I read YA and children’s books in part because doing so helps me stay aware of trends when selecting titles for SCLD’s collection. But I also read it because I enjoy it—the sophistication behind some of the current crop of picture books, chapter books, juvenile nonfiction and teen novels is astonishing. I love how the Elephant and Piggie books by Mo Willems continually flirt with crises both relational and existential while helping young children learn to read. I love the world Maggie Stiefvater creates in The Scorpio Races—an island of indeterminate Celtic origin where a stable boy and an orphan girl train for a terrifying annual event where carnivorous horses rise up from the surf and must be tamed (or fed, in the most ghastly manner possible).
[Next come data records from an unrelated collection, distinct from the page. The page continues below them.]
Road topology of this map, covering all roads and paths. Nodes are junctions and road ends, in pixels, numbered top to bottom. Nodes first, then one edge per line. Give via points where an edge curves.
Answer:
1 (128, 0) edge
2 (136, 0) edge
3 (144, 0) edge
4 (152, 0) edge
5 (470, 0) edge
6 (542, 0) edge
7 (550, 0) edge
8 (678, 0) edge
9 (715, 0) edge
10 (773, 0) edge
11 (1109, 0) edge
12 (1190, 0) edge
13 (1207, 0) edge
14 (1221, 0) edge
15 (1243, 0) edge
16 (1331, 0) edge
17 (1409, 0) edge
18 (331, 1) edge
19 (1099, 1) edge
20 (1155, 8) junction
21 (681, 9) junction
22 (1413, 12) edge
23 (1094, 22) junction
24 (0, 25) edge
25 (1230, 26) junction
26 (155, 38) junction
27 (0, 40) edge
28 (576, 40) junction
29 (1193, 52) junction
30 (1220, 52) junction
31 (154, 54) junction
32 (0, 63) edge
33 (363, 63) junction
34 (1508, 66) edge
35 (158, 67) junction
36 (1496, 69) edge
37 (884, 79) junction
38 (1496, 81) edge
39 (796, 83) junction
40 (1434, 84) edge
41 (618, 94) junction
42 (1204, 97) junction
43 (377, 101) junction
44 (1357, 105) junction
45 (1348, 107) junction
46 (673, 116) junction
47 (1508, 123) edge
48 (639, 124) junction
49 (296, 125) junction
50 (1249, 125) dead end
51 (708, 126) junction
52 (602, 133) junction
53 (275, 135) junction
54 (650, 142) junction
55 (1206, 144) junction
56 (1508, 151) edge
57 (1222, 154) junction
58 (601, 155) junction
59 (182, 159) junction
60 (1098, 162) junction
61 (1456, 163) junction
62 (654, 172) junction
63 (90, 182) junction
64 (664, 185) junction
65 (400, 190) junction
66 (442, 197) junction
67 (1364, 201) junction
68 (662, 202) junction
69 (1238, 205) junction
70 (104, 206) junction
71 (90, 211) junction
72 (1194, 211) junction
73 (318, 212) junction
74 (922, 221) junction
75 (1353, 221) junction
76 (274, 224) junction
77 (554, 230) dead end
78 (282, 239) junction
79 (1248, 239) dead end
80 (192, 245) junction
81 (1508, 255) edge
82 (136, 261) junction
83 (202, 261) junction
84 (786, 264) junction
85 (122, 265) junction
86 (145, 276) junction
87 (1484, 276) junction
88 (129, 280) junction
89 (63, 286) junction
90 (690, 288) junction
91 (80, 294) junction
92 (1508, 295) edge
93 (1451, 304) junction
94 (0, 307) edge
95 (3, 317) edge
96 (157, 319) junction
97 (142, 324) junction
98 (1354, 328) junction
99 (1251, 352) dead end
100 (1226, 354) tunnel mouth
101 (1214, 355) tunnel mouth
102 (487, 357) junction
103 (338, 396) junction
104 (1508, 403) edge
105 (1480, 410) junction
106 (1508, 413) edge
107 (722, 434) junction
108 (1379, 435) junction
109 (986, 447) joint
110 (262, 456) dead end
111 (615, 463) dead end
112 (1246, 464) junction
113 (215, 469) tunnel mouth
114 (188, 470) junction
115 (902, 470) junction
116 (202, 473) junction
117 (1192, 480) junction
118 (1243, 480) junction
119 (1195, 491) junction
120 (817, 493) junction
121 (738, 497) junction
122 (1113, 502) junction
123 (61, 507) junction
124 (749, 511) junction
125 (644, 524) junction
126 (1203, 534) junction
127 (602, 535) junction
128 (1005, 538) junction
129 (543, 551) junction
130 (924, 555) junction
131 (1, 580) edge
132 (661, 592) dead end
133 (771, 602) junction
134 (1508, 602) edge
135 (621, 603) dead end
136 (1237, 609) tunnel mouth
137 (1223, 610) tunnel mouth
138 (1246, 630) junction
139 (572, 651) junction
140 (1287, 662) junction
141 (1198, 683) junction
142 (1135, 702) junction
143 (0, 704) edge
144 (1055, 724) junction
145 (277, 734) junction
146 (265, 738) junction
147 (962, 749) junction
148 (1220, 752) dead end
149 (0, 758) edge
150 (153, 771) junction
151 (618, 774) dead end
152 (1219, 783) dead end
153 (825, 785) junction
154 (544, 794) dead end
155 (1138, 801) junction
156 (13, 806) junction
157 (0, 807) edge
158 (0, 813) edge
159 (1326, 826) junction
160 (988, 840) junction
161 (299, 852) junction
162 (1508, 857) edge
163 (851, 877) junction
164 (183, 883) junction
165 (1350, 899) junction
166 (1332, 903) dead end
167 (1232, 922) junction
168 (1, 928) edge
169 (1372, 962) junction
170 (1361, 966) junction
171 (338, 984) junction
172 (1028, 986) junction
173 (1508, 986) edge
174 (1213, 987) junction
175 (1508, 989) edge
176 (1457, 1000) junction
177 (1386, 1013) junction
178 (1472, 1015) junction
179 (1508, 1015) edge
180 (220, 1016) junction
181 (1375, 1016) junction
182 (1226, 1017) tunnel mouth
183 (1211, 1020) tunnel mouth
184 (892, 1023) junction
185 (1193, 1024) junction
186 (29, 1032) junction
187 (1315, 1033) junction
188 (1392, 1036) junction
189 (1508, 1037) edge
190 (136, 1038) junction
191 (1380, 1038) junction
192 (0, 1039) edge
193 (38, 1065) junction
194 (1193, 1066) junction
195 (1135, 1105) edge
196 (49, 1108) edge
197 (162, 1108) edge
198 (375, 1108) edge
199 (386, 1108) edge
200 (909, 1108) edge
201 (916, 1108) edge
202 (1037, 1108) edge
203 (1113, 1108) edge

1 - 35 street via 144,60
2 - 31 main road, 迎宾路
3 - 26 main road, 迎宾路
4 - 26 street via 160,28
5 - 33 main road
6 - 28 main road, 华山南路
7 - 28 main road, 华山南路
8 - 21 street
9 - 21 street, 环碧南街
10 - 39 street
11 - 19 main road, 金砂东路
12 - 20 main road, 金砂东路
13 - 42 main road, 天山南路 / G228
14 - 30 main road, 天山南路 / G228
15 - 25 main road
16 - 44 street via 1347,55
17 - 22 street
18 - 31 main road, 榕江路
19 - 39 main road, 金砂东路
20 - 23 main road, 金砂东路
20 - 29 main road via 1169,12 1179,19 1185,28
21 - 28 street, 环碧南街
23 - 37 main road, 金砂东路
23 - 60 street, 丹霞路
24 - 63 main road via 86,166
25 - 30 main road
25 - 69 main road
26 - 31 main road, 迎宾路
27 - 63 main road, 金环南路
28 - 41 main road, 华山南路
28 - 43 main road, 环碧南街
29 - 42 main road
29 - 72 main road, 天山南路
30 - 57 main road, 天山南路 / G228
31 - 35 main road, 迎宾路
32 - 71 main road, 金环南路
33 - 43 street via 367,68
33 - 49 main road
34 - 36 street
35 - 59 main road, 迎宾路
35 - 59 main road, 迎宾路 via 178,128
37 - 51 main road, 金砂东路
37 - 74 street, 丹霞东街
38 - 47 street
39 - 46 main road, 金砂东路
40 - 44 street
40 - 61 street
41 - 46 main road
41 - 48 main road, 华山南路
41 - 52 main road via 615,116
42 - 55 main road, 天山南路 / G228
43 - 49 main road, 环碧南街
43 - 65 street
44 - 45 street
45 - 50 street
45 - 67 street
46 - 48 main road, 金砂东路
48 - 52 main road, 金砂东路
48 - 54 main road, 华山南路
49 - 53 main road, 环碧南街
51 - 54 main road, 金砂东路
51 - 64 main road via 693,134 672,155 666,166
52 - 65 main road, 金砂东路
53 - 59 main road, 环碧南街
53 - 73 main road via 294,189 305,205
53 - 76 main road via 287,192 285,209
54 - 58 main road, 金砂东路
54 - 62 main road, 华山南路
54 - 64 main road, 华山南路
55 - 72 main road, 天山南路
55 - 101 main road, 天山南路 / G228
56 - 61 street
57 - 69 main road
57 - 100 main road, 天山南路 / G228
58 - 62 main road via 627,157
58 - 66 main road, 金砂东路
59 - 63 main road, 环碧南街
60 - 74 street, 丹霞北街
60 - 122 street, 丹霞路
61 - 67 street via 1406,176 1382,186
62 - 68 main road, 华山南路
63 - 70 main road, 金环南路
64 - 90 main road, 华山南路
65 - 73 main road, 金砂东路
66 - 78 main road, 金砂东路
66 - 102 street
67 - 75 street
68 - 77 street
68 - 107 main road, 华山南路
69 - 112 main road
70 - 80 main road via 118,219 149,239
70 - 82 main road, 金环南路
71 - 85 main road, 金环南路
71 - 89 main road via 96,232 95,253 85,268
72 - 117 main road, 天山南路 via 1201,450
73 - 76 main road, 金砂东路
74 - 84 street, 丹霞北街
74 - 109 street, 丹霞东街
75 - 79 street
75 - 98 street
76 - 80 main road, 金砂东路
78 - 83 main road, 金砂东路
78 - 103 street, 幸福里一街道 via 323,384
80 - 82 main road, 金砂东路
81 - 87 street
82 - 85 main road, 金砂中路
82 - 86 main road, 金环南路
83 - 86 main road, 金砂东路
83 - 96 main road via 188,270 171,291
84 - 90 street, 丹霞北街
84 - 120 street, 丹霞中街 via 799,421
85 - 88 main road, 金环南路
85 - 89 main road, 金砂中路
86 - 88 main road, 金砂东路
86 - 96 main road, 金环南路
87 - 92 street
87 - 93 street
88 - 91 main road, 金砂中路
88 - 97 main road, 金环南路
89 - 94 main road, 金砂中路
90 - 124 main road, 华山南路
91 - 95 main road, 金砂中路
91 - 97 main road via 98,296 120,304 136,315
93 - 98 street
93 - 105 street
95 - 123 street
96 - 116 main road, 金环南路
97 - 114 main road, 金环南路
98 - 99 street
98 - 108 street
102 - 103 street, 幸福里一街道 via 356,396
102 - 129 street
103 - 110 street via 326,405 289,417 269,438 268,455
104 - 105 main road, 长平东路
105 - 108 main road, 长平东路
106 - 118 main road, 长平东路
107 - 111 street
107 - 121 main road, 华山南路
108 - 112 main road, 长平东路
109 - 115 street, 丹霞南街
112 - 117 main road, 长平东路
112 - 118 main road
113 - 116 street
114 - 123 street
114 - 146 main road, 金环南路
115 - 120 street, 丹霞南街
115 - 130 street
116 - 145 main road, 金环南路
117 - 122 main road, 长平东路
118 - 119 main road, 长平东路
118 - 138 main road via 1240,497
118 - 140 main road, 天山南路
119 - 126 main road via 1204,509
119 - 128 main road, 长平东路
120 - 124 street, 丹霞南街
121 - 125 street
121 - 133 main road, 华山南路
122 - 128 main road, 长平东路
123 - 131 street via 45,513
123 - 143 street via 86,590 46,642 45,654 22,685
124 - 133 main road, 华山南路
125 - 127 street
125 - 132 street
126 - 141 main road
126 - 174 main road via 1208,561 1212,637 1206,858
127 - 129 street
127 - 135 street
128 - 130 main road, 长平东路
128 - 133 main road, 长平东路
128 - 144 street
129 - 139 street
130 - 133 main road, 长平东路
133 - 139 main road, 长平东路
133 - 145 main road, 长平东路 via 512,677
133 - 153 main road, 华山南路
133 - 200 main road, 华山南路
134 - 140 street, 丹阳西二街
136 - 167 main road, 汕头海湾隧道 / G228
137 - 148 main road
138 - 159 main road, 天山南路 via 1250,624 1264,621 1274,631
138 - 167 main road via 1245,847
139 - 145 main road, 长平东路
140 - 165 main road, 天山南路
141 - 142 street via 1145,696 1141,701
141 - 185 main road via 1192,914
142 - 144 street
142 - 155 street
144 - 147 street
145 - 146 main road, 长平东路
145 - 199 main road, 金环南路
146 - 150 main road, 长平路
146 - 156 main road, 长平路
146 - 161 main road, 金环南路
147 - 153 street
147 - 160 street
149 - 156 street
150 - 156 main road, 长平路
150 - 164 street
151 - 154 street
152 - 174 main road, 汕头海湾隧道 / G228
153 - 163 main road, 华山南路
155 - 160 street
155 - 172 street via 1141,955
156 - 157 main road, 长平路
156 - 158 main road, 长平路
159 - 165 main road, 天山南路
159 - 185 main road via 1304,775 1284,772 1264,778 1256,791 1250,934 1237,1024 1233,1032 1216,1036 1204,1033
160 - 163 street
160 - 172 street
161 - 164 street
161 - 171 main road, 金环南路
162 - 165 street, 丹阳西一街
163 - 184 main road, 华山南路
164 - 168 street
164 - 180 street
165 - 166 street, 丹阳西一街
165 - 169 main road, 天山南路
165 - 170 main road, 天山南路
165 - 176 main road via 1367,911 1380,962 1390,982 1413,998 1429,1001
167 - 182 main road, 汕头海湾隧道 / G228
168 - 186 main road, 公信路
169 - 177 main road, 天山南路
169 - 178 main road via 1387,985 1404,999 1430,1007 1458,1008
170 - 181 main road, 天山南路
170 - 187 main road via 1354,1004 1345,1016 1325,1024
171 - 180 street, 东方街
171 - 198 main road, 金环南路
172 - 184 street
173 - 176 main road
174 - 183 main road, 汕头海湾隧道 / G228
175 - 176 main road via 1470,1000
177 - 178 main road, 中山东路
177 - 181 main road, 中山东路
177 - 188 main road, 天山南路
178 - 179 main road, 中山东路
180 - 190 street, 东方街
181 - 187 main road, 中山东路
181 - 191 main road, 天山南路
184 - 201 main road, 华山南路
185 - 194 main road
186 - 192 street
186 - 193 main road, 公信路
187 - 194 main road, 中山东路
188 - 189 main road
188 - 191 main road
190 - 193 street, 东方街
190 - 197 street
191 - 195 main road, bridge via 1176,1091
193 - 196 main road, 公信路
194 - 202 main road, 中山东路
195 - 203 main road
There is an art to writing for children and young adults and I’ve learned that paying attention to the craft is almost as satisfying as reading the story itself. Libba Bray does amazing things with structure, dialogue, and detail—in The Diviners you feel led around the gas-lit streets of 1920s New York by ghostly wisps of memory and loss, even while her glamorous flapper heroine gets herself into one worldly scrape after another. And choosing the text for picture books and beginning readers is just as much an art—some stories, no matter how simple, just seem to rise up off the page vibrating with sound while others lay flat, inert or weighed down with excess verbiage. It’s fascinating to see how the success of a story rests on the many decisions—both major and small—the author makes along the way.
Although Graham seems to suggest that adult YA readers wouldn’t go anywhere near an actual adult novel, I don’t know any adult readers of YA who only read YA.
I, like many of my friends, read YA for the same reasons we read literature, contemporary fiction, and nonfiction. I read to learn, to see how a character handles the circumstances they’ve been given. I read to be surprised by language and characters and to see an author writing a familiar story in a completely new and engaging way. My friends and I who read YA and children’s books are not just seeking some frothy escapism, as Graham would suggest in her piece. We’re college educated and unapologetically literary. Some are parents of teens, some work with teens, and a few are themselves writing for teens. To care about children’s and teen lit is, to me, a natural extension of caring about children and teens.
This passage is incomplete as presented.